Many on the Right Delighted With Pick
As soon as President Bush announced Monday morning that he had chosen appellate Judge Samuel A. Alito Jr. as his nominee for the Supreme Court, Genevieve Wood’s e-mail inbox lighted up.
“People were shooting out support, organizing events,” said Wood, a conservative activist with the Center for a Just Society, which bills itself as an organization “where faith, law and policy meet.”
By the end of the day, the conservative advocacy group Progress for America, pledging to undermine any attempt by liberals to argue that Alito is a right-wing ideologue, announced a one-week $425,000 advertising buy, a $50,000 e-campaign and 20 state grass-roots efforts.
“It was so much and so quick, nobody was holding back,” Wood said. “It was quite different than Harriet Miers.”
Conservative websites quickly blazed with reaction: “Very pleased,” said Tony Perkins, president of Family Research Council. “An excellent choice,” said Beverly LaHaye, founder of the Concerned Women for America. “Another strict constructionist who will not legislate from the bench,” chimed in Roberta Combs, president of the Christian Coalition of America.
But beneath the outpouring of praise was a hint of a caveat -- as if the right wanted to hedge its bets, in case document scrubs by reporters, bloggers and Senate staffers turned up evidence that Alito was not, as billed by the White House, a letter-of-the-law kind of guy.
In an interview, Phyllis Schlafly, founder of Eagle Forum, said she was “cautiously optimistic that he’s what we hoped for.”
Formal statements issued by some organizations echoed the caution: “Initially heartened,” said the Rev. Rob Schenck of the National Clergy Council.
And James C. Dobson, founder of Focus on the Family, who came to rue his early embrace of Miers, put out word that “any nominee who so worries the radical left is worthy of serious consideration.”
Besides, Dobson added, “based on what is now known about Judge Alito, we applaud the president for this outstanding nomination.”
The hesitation in otherwise jubilant voices recalled the right’s disappointment in David H. Souter, the New Hampshire judge who in 1990 impressed President George H.W. Bush as a conservative before becoming one of the Supreme Court’s more reliable liberal votes.

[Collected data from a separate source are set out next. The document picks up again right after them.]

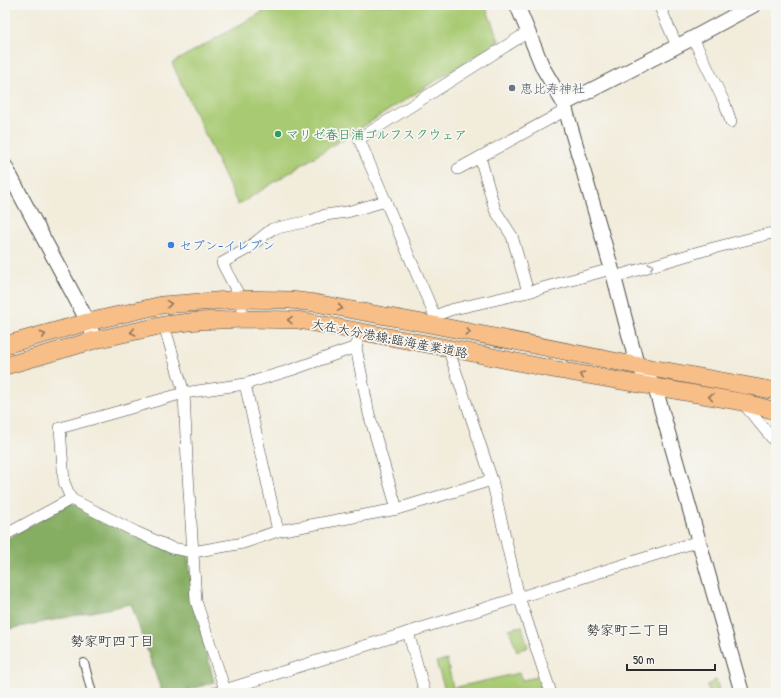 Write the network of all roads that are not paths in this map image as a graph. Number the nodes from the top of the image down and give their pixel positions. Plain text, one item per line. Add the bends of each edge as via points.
1 (517, 5) edge
2 (659, 5) edge
3 (754, 5) edge
4 (528, 32) junction
5 (693, 38) junction
6 (677, 46) junction
7 (565, 107) junction
8 (731, 122) dead end
9 (480, 157) junction
10 (5, 166) edge
11 (458, 169) dead end
12 (386, 201) junction
13 (776, 232) edge
14 (612, 273) junction
15 (528, 292) junction
16 (241, 299) junction
17 (243, 319) junction
18 (437, 321) junction
19 (88, 322) junction
20 (164, 325) junction
21 (358, 339) junction
22 (95, 340) junction
23 (5, 345) edge
24 (448, 348) junction
25 (637, 365) junction
26 (5, 366) edge
27 (245, 384) junction
28 (655, 387) junction
29 (776, 392) edge
30 (184, 393) junction
31 (742, 402) junction
32 (776, 411) edge
33 (776, 443) edge
34 (492, 480) junction
35 (71, 499) junction
36 (397, 508) junction
37 (278, 531) junction
38 (5, 535) edge
39 (699, 541) junction
40 (193, 552) junction
41 (519, 597) junction
42 (408, 632) junction
43 (84, 663) dead end
44 (222, 692) edge
45 (92, 693) edge
46 (425, 693) edge
47 (551, 693) edge
48 (742, 693) edge

1 - 4 street
2 - 6 street
3 - 5 street
4 - 7 street via 543,68
4 - 12 street via 359,139
5 - 6 street
5 - 8 street
6 - 7 street
7 - 9 street
7 - 14 street
9 - 11 street
9 - 15 street via 495,210 512,236
10 - 19 street
12 - 16 street via 272,229 247,249 222,263
12 - 18 street
14 -> 13 street
14 - 15 street
14 - 25 street
15 - 18 street via 450,310
16 - 17 street
16 -> 18 main road, 大在大分港線;臨海産業道路 via 291,300
19 -> 16 main road, 大在大分港線;臨海産業道路 via 162,305
17 - 20 main road, 大在大分港線;臨海産業道路
21 -> 17 main road, 大在大分港線;臨海産業道路 via 298,320
18 -> 25 main road, 大在大分港線;臨海産業道路
19 - 22 street
23 -> 19 main road, 大在大分港線;臨海産業道路
20 -> 22 main road, 大在大分港線;臨海産業道路
20 - 30 street
21 - 24 main road, 大在大分港線;臨海産業道路
21 - 27 street via 291,370
21 - 36 street via 369,414
22 - 26 main road, 大在大分港線;臨海産業道路
28 -> 24 main road, 大在大分港線;臨海産業道路
24 - 34 street
25 - 28 street
25 - 29 main road, 大在大分港線;臨海産業道路
27 - 30 street
27 - 37 street
31 -> 28 main road, 大在大分港線;臨海産業道路
28 - 39 street
30 - 35 street via 60,428 64,482
30 - 40 street
31 - 32 main road, 大在大分港線;臨海産業道路
31 - 33 street
34 - 36 street
34 - 41 street
35 - 38 street
35 - 40 street via 172,548
36 - 37 street
37 - 40 street via 243,543
39 - 41 street
39 - 48 street
40 - 44 street via 196,601
41 - 42 street
41 - 47 street
42 - 44 street
42 - 46 street
43 - 45 street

“I have a wait-and-see attitude toward any of the judicial nominations, because in the past some judges looked conservative on their face and turned out not to be,” said Karen Brauer, president of Pharmacists for Life International. “I’m more interested in a judge who will adhere to the Constitution, not make up law and not legislate from the bench.”
To many conservatives, no issue better demonstrates those principles than Roe vs. Wade, the decision that legalized abortion nationwide and was premised on a right to privacy that they do not believe exists in the Constitution.
“We are now on the fast track to derailing Roe v. Wade as the law of the land,” Troy Newman, president of the antiabortion group Operation Rescue, wrote on his group’s website. “Alito’s judicial philosophy reflects the views of the majority of Americans who are increasingly outraged by the current liberal activist court.”
Conservative women expressed no disappointment that President Bush had selected a man to replace Justice Sandra Day O’Connor, even though First Lady Laura Bush said she wanted her husband to name a woman. O’Connor, the first woman named to the court, had expressed similar sentiments.
“Ideology trumps gender,” Schlafly said.
“I look at judicial philosophy before gender, race or where the nominee goes to church,” said Wood of the Center for a Just Society. “He’s obviously got experience when it comes to constitutional interpretation.”